2. The typed-heap rewrite¶
A hand-rolled int min-heap, no container/heap:
type IntPQ struct{ d []int }
func (p *IntPQ) Len() int { return len(p.d) }
func (p *IntPQ) Peek() int { return p.d[0] }
func (p *IntPQ) Push(v int) {
p.d = append(p.d, v)
i := len(p.d) - 1
for i > 0 {
parent := (i - 1) / 2
if p.d[parent] <= p.d[i] {
break
}
p.d[parent], p.d[i] = p.d[i], p.d[parent]
i = parent
}
}
func (p *IntPQ) Pop() int {
n := len(p.d) - 1
p.d[0], p.d[n] = p.d[n], p.d[0]
v := p.d[n]
p.d = p.d[:n]
i := 0
for {
l, r := 2*i+1, 2*i+2
smallest := i
if l < n && p.d[l] < p.d[smallest] {
smallest = l
}
if r < n && p.d[r] < p.d[smallest] {
smallest = r
}
if smallest == i {
break
}
p.d[i], p.d[smallest] = p.d[smallest], p.d[i]
i = smallest
}
return v
}
Benchmark on a Push/Pop mix at steady state of 10k items: typically 3–5× faster than container/heap-with-int, and 1.5–2× faster than container/heap-with-*Item. The compiler inlines the comparison and the swap, and there's no interface{} dispatch.

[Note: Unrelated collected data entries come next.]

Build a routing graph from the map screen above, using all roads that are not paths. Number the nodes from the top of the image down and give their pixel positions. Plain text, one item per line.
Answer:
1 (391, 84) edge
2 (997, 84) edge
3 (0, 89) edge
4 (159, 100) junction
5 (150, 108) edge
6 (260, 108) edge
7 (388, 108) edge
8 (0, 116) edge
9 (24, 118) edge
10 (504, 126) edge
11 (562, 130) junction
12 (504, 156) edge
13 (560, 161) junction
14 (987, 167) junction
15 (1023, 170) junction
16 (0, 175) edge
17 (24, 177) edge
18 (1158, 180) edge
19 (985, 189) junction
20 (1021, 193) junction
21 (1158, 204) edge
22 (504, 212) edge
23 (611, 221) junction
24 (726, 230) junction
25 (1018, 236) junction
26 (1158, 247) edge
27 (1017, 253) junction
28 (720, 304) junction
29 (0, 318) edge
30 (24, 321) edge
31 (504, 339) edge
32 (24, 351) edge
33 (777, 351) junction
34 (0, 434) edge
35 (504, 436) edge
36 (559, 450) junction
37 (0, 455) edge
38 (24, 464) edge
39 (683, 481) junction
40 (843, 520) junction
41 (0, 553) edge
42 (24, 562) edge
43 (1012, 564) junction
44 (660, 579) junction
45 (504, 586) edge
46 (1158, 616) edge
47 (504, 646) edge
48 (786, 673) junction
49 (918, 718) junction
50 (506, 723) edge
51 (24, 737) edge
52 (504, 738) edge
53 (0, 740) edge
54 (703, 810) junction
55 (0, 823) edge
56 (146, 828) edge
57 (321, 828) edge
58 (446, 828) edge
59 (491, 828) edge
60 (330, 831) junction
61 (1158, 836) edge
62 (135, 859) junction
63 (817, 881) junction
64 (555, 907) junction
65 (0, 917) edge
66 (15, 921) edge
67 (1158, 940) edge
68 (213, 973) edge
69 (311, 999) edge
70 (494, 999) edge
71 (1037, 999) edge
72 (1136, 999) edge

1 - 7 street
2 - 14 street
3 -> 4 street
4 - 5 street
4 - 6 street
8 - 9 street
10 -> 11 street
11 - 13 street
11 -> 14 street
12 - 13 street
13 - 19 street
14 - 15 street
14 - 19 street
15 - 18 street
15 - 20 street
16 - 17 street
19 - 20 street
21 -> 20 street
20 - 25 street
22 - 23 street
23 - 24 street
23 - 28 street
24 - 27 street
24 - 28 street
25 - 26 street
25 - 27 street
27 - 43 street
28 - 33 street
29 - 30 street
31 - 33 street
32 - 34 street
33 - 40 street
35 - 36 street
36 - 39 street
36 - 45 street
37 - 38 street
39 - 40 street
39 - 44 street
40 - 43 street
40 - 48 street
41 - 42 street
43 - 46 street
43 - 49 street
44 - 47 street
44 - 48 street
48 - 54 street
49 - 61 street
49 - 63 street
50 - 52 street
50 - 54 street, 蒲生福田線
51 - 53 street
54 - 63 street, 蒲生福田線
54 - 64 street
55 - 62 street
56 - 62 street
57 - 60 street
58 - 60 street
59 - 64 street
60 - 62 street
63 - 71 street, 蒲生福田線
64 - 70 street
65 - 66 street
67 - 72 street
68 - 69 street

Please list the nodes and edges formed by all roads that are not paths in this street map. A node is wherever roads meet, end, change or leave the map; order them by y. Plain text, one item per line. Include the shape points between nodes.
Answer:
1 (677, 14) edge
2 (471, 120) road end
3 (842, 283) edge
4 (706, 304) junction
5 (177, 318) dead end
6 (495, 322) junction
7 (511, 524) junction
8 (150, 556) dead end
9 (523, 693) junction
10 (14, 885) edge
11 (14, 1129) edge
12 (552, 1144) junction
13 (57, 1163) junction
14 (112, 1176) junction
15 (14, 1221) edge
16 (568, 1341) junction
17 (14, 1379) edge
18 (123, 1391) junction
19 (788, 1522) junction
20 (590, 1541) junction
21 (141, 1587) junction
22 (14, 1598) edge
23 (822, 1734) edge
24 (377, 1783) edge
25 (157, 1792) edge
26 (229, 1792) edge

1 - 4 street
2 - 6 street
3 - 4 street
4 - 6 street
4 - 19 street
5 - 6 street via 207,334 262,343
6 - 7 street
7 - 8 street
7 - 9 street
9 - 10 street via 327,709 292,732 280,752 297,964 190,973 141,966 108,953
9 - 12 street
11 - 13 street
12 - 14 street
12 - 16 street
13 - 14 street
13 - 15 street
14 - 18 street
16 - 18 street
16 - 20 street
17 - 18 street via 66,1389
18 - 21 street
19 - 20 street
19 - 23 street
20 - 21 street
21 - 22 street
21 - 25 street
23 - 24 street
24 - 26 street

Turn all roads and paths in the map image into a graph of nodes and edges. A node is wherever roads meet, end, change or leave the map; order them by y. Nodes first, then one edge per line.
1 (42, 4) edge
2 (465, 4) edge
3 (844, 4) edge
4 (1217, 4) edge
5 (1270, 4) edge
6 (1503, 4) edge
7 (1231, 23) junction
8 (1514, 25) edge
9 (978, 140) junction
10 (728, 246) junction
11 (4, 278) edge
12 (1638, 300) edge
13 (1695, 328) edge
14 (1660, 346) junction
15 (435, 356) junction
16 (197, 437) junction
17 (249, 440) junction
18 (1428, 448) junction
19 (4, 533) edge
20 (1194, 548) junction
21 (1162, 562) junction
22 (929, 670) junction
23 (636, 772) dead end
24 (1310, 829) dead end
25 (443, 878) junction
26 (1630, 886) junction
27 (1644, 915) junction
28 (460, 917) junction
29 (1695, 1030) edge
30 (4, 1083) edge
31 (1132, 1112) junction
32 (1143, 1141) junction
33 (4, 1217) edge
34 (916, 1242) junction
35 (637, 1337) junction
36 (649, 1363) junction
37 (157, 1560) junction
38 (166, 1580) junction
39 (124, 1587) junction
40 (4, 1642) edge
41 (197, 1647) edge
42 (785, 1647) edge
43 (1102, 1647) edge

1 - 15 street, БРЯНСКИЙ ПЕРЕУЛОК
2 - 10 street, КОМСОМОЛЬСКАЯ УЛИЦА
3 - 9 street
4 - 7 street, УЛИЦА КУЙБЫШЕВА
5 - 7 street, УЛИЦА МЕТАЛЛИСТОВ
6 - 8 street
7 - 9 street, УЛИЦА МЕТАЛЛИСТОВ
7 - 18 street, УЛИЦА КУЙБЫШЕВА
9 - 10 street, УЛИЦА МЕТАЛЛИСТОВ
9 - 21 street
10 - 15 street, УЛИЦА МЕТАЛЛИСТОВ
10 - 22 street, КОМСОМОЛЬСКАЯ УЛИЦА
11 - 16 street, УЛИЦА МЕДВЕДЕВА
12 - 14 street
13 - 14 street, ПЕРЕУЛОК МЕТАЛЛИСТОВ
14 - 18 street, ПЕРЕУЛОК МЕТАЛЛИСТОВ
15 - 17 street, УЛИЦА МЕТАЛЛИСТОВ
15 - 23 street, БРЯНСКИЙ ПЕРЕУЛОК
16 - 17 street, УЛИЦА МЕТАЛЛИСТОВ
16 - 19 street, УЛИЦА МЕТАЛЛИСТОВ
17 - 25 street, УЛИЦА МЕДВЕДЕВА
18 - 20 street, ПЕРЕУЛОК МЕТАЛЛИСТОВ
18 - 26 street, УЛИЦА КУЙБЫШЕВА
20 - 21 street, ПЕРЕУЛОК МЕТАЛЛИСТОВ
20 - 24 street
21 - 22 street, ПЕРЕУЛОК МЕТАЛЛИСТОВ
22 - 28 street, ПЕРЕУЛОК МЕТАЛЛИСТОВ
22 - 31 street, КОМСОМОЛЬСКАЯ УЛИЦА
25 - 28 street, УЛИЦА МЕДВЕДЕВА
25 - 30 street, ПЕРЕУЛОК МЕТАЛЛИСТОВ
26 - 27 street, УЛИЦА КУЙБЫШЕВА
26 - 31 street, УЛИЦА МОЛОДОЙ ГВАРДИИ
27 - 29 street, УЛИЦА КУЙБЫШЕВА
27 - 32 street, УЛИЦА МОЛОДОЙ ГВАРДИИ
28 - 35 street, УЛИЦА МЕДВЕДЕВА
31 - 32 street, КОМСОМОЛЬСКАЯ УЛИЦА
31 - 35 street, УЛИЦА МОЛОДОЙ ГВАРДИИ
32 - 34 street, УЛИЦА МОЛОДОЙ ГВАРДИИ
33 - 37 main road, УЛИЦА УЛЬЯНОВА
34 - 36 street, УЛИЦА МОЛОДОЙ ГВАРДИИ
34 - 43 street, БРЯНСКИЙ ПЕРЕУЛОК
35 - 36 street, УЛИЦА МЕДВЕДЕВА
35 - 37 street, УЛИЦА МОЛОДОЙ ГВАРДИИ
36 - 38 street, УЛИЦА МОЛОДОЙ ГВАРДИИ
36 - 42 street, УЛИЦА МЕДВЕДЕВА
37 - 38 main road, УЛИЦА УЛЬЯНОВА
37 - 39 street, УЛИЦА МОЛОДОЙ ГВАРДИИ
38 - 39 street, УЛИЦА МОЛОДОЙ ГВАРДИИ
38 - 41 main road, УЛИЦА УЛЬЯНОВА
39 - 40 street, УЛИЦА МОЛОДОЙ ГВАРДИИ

Make it generic with cmp.Ordered (Go 1.21+):
import "cmp"
type PQ[T cmp.Ordered] struct{ d []T }
func (p *PQ[T]) Push(v T) {
p.d = append(p.d, v)
i := len(p.d) - 1
for i > 0 {
parent := (i - 1) / 2
if !cmp.Less(p.d[i], p.d[parent]) {
break
}
p.d[parent], p.d[i] = p.d[i], p.d[parent]
i = parent
}
}
// ... Pop similar
For ordered scalar types, the generic version inlines as efficiently as the int-specific one. For struct payloads with custom comparators, pass less func(a, b T) bool as a constructor parameter; the compiler's escape analysis usually devirtualizes it if you store it in a struct field consistently.
3. The Less indirection cost¶
heap.Interface.Less is an indirect call. The Go compiler can't devirtualize it because the heap functions take Interface as a parameter. Even if your IntHeap.Less is one line, every call goes through the itab dispatch.
For high-throughput cases, this matters more than it should. The typed rewrite (§2) eliminates it entirely. If you're staying with container/heap, the trick is to keep Less simple (one comparison, no allocations) so the dispatch overhead dominates the comparison cost predictably.
4. Memory layout: AoS vs SoA¶
Most PQs use Array-of-Structs:
type Item struct {
Priority int
ID string
Deadline time.Time
// ... more fields ...
}
type PQ []*Item
Every Less(i, j) dereferences two pointers and reads Priority from each. The CPU loads the entire Item cache line even though only 8 bytes were needed.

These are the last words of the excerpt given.